* _INSTRUCTIONS TO FOLLOW_
Wherever "edges" shows up in the records below, copy the whole line.
┄┄┄┄┄┄
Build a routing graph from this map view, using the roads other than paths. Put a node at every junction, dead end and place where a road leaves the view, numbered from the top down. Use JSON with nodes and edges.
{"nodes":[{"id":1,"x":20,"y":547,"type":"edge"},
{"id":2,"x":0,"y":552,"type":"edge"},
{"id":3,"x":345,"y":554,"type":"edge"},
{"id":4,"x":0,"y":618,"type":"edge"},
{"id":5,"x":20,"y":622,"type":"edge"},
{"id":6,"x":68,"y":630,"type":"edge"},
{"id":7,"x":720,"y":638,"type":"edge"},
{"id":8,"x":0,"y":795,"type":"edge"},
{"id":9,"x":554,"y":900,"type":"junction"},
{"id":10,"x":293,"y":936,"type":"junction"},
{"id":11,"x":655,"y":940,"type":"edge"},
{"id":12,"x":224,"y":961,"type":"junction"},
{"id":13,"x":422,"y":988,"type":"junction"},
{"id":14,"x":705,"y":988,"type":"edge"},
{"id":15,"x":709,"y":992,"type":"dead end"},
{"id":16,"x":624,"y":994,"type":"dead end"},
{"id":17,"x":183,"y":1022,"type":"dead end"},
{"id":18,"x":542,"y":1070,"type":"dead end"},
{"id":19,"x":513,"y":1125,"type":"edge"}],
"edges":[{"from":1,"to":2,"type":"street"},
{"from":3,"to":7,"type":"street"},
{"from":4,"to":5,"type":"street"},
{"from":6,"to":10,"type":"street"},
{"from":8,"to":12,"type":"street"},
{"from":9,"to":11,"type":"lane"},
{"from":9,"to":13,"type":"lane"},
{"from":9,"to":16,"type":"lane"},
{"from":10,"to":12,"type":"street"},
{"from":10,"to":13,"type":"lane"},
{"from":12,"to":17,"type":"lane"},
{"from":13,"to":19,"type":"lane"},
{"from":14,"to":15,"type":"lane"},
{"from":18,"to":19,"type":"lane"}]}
┄┄┄┄┄┄
* _EXERCISE ANSWER_
Build a routing graph from this map view, using the roads other than paths. Put a node at every junction, dead end and place where a road leaves the view, numbered from the top down. Use JSON with nodes and edges.
"edges":[{"from":1,"to":2,"type":"street"},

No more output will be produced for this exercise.